Records from a dataset

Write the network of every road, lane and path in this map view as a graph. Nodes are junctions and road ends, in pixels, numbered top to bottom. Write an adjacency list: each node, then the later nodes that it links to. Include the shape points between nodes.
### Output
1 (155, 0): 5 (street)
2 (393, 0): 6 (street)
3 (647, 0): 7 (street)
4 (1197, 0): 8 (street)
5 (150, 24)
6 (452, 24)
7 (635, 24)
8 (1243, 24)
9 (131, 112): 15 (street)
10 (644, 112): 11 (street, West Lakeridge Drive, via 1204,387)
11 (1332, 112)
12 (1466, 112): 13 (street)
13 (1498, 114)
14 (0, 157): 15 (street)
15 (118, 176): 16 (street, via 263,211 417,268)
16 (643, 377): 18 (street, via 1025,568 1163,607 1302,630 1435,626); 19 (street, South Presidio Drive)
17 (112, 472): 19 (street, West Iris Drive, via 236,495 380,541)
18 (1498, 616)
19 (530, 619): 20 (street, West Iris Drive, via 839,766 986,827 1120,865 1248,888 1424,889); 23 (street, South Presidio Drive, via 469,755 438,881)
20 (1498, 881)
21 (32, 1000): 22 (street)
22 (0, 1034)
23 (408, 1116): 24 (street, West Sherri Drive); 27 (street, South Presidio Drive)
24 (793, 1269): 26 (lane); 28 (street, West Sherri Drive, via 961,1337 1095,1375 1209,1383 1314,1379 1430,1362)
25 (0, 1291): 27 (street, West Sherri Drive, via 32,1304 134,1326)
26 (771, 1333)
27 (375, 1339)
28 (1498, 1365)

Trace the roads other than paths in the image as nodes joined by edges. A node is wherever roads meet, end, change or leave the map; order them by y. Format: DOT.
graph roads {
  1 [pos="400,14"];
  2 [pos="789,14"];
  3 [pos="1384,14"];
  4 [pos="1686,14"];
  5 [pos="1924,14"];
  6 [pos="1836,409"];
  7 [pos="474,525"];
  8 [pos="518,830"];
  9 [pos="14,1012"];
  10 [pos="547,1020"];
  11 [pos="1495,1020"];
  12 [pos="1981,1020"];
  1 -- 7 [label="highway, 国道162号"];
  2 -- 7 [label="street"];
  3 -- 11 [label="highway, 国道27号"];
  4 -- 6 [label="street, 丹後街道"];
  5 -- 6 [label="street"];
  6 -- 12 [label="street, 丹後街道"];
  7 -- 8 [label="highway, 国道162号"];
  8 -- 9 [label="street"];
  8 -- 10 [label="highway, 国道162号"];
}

== Task description ==
Retype exactly. Start at the line with "Trace the roads" and stop at the last line of the data.

== Answer for this exercise ==
Trace the roads other than paths in the image as nodes joined by edges. A node is wherever roads meet, end, change or leave the map; order them by y. Format: DOT.
graph roads {
  1 [pos="400,14"];
  2 [pos="789,14"];
  3 [pos="1384,14"];
  4 [pos="1686,14"];
  5 [pos="1924,14"];
  6 [pos="1836,409"];
  7 [pos="474,525"];
  8 [pos="518,830"];
  9 [pos="14,1012"];
  10 [pos="547,1020"];
  11 [pos="1495,1020"];
  12 [pos="1981,1020"];
  1 -- 7 [label="highway, 国道162号"];
  2 -- 7 [label="street"];
  3 -- 11 [label="highway, 国道27号"];
  4 -- 6 [label="street, 丹後街道"];
  5 -- 6 [label="street"];
  6 -- 12 [label="street, 丹後街道"];
  7 -- 8 [label="highway, 国道162号"];
  8 -- 9 [label="street"];
  8 -- 10 [label="highway, 国道162号"];
}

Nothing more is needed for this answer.